Hungary's central bank, which earlier today cut its base rate by 15 basis points to 2.85 percent, said it may continue to cut rates in light of the outlook for inflation, but a reduction in the size of the rate cuts had become warranted in light of the risks and the improving economy.
The National Bank of Hungary, which cut its rate for the 18th time in a row, said investors' sentiment toward Hungarian assets remained supportive despite the U.S. Federal Reserve's decision to reduce the size of its asset purchases, as shown by lower bond yields and spreads on credit default swaps (CDS).
However, the central bank also acknowledged that a "cautious approach to policy is warranted due to uncertainty related to the global financial environment."
"Considering the outlook for inflation and taking into account perceptions of the risks associated with the economy as well as the improvement in the pace of economic growth, further cautious easing of monetary policy may follow, but a reduction in the increment has become warranted," the bank said.
The central bank has now cut rates by 415 basis points since embarking on its easing cycle in August 2012 but reduced the pace of its rate cuts to 20 basis points from 25 basis points in August 2013 following massive capital outflows from many emerging markets as global investors started to reassess the prospects for growth and the Fed signaled it was considering its exit from quantitative easing.

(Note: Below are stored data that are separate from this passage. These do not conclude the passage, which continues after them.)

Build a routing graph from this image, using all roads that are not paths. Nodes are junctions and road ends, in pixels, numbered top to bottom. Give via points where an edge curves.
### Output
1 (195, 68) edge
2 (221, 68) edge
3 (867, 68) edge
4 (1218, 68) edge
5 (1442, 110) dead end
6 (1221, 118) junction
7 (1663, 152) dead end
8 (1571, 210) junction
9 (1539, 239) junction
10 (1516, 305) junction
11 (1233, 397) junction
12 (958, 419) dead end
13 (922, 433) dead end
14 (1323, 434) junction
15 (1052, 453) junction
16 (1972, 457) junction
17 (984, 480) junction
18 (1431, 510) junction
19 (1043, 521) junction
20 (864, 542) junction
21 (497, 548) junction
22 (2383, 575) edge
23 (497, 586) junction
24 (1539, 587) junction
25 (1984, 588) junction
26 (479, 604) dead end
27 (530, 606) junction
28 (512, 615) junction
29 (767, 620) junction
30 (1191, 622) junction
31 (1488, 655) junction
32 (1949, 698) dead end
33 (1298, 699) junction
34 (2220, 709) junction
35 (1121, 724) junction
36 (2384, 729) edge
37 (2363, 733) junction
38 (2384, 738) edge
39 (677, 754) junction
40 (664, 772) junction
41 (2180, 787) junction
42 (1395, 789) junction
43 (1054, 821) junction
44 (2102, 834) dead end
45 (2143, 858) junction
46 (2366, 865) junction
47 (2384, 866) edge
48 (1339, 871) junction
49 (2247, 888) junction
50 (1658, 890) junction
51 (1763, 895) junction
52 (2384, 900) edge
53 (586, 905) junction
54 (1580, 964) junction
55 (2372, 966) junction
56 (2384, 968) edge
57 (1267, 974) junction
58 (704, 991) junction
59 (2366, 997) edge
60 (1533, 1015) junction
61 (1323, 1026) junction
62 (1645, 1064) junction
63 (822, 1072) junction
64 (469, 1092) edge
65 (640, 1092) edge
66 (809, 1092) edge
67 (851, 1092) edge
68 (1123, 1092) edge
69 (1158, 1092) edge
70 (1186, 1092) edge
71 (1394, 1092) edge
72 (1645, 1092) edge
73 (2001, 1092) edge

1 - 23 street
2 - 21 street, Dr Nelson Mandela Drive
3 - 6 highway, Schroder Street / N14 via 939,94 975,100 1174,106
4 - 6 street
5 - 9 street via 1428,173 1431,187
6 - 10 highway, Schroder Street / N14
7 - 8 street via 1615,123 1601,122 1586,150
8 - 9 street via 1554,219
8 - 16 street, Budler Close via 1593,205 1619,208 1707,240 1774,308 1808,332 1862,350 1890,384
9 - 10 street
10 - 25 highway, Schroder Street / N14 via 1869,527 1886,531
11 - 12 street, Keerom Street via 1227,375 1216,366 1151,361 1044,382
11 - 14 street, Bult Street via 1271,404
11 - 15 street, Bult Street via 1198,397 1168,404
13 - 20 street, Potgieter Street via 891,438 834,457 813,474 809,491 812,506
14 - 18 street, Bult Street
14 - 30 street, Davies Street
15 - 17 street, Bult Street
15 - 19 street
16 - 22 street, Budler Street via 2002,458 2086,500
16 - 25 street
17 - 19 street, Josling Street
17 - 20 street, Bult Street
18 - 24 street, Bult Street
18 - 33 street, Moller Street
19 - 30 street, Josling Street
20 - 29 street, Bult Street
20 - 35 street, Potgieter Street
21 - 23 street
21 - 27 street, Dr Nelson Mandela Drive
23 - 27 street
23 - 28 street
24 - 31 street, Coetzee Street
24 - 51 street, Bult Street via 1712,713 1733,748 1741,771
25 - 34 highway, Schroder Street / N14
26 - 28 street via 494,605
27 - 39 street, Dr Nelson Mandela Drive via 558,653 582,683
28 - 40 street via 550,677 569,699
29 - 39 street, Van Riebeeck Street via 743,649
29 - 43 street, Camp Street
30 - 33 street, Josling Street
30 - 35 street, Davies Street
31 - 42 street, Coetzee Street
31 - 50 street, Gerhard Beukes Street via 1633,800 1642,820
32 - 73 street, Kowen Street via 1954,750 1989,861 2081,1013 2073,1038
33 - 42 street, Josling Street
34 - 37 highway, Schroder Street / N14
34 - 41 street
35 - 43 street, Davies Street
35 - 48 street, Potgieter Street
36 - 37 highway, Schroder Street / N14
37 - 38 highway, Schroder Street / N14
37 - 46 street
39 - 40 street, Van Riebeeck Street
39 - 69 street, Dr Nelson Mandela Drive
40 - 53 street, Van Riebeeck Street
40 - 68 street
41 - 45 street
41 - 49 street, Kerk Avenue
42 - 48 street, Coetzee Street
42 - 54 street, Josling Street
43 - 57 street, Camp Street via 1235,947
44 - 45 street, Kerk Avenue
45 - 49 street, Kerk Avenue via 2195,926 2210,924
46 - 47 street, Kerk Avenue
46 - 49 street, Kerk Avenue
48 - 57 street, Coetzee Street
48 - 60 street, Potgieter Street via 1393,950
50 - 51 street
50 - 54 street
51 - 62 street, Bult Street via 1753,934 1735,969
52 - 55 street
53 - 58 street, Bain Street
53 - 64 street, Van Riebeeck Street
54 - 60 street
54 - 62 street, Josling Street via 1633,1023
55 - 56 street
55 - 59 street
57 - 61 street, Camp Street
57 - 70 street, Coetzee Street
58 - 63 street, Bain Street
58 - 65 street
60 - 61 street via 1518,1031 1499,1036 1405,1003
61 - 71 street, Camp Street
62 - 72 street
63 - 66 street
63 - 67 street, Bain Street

Although Hungary's forint has held up much better than many other emerging market currencies, such as the currencies of Indonesia, Turkey and India, the central bank is very aware that investors' sentiment that quickly change.
"A sustained and marked shift in perceptions of the risks associated with the Hungarian economy may influence the room for manoeuvre in monetary policy," the bank said.
But Hungary's inflation rate is low and the economy is improving, helping attract global investors.
Hungary's inflation rate fell to a 43-year low of 0.4 percent in December, continuing the steady decline since September 2012 when inflation hit 6.6 percent, and the central bank said "there remains a significant degree of unused capacity in the economy and inflationary pressures are likely to remain moderate over a sustained period."
The drop in December inflation was mainly due to lower regulated energy prices, the bank said, adding that its own measures of underlying inflation also indicated moderate inflation pressures due to weak domestic demand and low inflation abroad.
"The persistently low inflation environment may facilitate the adjustment of inflation expectations," said the central bank, which has said it expects inflation to slowly move back toward its 3.0 percent target by the second quarter of 2015.
Hungary's economy is expected to continue to improve this year and next year, but the central bank said the level of output remains below the economy's potential and while unemployment is starting to fall, it still exceeds its long-term level so "inflationary pressures in the economy are likely to remain subdued over the medium term."
Hungary's economy expanded by 0.9 percent in the third quarter of 2013 from the second quarter for annual growth of 1.8 percent, up from 0.5 percent in the second quarter.
The latest economic data show that growth has continued in the fourth quarter, with domestic demand expected to continue to strengthen and exports to rise, the bank said.